*DIRECTIONS*.
Restate the material verbatim, every line included.
-- AVAILABLE DATA follows --
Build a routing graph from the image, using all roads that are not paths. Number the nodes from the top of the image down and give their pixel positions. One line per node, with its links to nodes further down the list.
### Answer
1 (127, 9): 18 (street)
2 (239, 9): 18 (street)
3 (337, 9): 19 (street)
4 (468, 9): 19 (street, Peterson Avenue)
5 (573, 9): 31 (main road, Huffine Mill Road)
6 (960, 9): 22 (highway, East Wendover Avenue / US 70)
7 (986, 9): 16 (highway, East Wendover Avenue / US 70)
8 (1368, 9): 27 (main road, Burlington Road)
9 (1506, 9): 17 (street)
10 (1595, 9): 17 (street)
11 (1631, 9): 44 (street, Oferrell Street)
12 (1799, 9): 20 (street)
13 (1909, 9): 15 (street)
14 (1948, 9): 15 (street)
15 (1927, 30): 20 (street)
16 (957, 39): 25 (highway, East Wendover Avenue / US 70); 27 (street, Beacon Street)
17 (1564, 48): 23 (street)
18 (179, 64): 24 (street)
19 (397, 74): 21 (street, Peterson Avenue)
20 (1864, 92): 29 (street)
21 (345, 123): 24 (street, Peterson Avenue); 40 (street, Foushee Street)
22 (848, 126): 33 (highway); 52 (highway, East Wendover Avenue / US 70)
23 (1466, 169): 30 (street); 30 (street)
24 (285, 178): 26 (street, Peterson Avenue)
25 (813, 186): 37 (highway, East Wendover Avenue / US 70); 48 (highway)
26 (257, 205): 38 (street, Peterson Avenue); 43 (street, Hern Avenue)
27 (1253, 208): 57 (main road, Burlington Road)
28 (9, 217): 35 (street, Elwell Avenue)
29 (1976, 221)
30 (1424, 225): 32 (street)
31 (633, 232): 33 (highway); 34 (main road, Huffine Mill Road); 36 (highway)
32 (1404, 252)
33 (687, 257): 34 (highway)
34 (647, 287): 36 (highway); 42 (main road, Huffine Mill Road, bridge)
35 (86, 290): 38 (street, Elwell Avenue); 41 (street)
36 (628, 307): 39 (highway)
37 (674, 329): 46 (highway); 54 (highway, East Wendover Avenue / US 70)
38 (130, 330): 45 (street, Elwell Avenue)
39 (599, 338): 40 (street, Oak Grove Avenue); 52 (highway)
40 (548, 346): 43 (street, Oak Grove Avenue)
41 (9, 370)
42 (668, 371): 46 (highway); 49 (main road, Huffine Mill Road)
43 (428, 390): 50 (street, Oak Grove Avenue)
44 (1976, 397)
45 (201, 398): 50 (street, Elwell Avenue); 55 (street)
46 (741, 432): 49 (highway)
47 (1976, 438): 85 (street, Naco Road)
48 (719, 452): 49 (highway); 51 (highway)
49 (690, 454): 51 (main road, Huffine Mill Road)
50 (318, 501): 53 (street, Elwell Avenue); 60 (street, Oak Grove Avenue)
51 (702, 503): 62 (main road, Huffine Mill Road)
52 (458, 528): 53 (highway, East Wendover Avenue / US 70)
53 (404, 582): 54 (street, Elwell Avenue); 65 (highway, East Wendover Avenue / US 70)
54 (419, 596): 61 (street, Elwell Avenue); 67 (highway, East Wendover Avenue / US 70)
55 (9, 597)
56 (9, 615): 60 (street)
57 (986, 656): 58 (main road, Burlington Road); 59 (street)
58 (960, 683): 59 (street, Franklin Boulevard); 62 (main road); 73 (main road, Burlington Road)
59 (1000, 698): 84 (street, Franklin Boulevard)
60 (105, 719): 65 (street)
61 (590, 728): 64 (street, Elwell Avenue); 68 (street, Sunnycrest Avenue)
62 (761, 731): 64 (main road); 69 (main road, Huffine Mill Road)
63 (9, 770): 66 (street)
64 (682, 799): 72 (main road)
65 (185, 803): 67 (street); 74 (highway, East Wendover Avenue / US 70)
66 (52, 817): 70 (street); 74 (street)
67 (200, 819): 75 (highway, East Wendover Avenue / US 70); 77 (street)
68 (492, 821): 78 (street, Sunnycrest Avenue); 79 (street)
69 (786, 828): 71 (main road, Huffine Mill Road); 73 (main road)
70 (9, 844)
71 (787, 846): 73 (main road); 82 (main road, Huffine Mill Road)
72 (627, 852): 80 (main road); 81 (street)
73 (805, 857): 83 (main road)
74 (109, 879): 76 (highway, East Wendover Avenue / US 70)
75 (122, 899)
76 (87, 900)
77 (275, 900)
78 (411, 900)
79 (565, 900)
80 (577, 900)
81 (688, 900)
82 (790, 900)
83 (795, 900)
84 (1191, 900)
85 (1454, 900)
-- AVAILABLE DATA concluded --
*FINAL ANSWER*.
Build a routing graph from the image, using all roads that are not paths. Number the nodes from the top of the image down and give their pixel positions. One line per node, with its links to nodes further down the list.
### Answer
1 (127, 9): 18 (street)
2 (239, 9): 18 (street)
3 (337, 9): 19 (street)
4 (468, 9): 19 (street, Peterson Avenue)
5 (573, 9): 31 (main road, Huffine Mill Road)
6 (960, 9): 22 (highway, East Wendover Avenue / US 70)
7 (986, 9): 16 (highway, East Wendover Avenue / US 70)
8 (1368, 9): 27 (main road, Burlington Road)
9 (1506, 9): 17 (street)
10 (1595, 9): 17 (street)
11 (1631, 9): 44 (street, Oferrell Street)
12 (1799, 9): 20 (street)
13 (1909, 9): 15 (street)
14 (1948, 9): 15 (street)
15 (1927, 30): 20 (street)
16 (957, 39): 25 (highway, East Wendover Avenue / US 70); 27 (street, Beacon Street)
17 (1564, 48): 23 (street)
18 (179, 64): 24 (street)
19 (397, 74): 21 (street, Peterson Avenue)
20 (1864, 92): 29 (street)
21 (345, 123): 24 (street, Peterson Avenue); 40 (street, Foushee Street)
22 (848, 126): 33 (highway); 52 (highway, East Wendover Avenue / US 70)
23 (1466, 169): 30 (street); 30 (street)
24 (285, 178): 26 (street, Peterson Avenue)
25 (813, 186): 37 (highway, East Wendover Avenue / US 70); 48 (highway)
26 (257, 205): 38 (street, Peterson Avenue); 43 (street, Hern Avenue)
27 (1253, 208): 57 (main road, Burlington Road)
28 (9, 217): 35 (street, Elwell Avenue)
29 (1976, 221)
30 (1424, 225): 32 (street)
31 (633, 232): 33 (highway); 34 (main road, Huffine Mill Road); 36 (highway)
32 (1404, 252)
33 (687, 257): 34 (highway)
34 (647, 287): 36 (highway); 42 (main road, Huffine Mill Road, bridge)
35 (86, 290): 38 (street, Elwell Avenue); 41 (street)
36 (628, 307): 39 (highway)
37 (674, 329): 46 (highway); 54 (highway, East Wendover Avenue / US 70)
38 (130, 330): 45 (street, Elwell Avenue)
39 (599, 338): 40 (street, Oak Grove Avenue); 52 (highway)
40 (548, 346): 43 (street, Oak Grove Avenue)
41 (9, 370)
42 (668, 371): 46 (highway); 49 (main road, Huffine Mill Road)
43 (428, 390): 50 (street, Oak Grove Avenue)
44 (1976, 397)
45 (201, 398): 50 (street, Elwell Avenue); 55 (street)
46 (741, 432): 49 (highway)
47 (1976, 438): 85 (street, Naco Road)
48 (719, 452): 49 (highway); 51 (highway)
49 (690, 454): 51 (main road, Huffine Mill Road)
50 (318, 501): 53 (street, Elwell Avenue); 60 (street, Oak Grove Avenue)
51 (702, 503): 62 (main road, Huffine Mill Road)
52 (458, 528): 53 (highway, East Wendover Avenue / US 70)
53 (404, 582): 54 (street, Elwell Avenue); 65 (highway, East Wendover Avenue / US 70)
54 (419, 596): 61 (street, Elwell Avenue); 67 (highway, East Wendover Avenue / US 70)
55 (9, 597)
56 (9, 615): 60 (street)
57 (986, 656): 58 (main road, Burlington Road); 59 (street)
58 (960, 683): 59 (street, Franklin Boulevard); 62 (main road); 73 (main road, Burlington Road)
59 (1000, 698): 84 (street, Franklin Boulevard)
60 (105, 719): 65 (street)
61 (590, 728): 64 (street, Elwell Avenue); 68 (street, Sunnycrest Avenue)
62 (761, 731): 64 (main road); 69 (main road, Huffine Mill Road)
63 (9, 770): 66 (street)
64 (682, 799): 72 (main road)
65 (185, 803): 67 (street); 74 (highway, East Wendover Avenue / US 70)
66 (52, 817): 70 (street); 74 (street)
67 (200, 819): 75 (highway, East Wendover Avenue / US 70); 77 (street)
68 (492, 821): 78 (street, Sunnycrest Avenue); 79 (street)
69 (786, 828): 71 (main road, Huffine Mill Road); 73 (main road)
70 (9, 844)
71 (787, 846): 73 (main road); 82 (main road, Huffine Mill Road)
72 (627, 852): 80 (main road); 81 (street)
73 (805, 857): 83 (main road)
74 (109, 879): 76 (highway, East Wendover Avenue / US 70)
75 (122, 899)
76 (87, 900)
77 (275, 900)
78 (411, 900)
79 (565, 900)
80 (577, 900)
81 (688, 900)
82 (790, 900)
83 (795, 900)
84 (1191, 900)
85 (1454, 900)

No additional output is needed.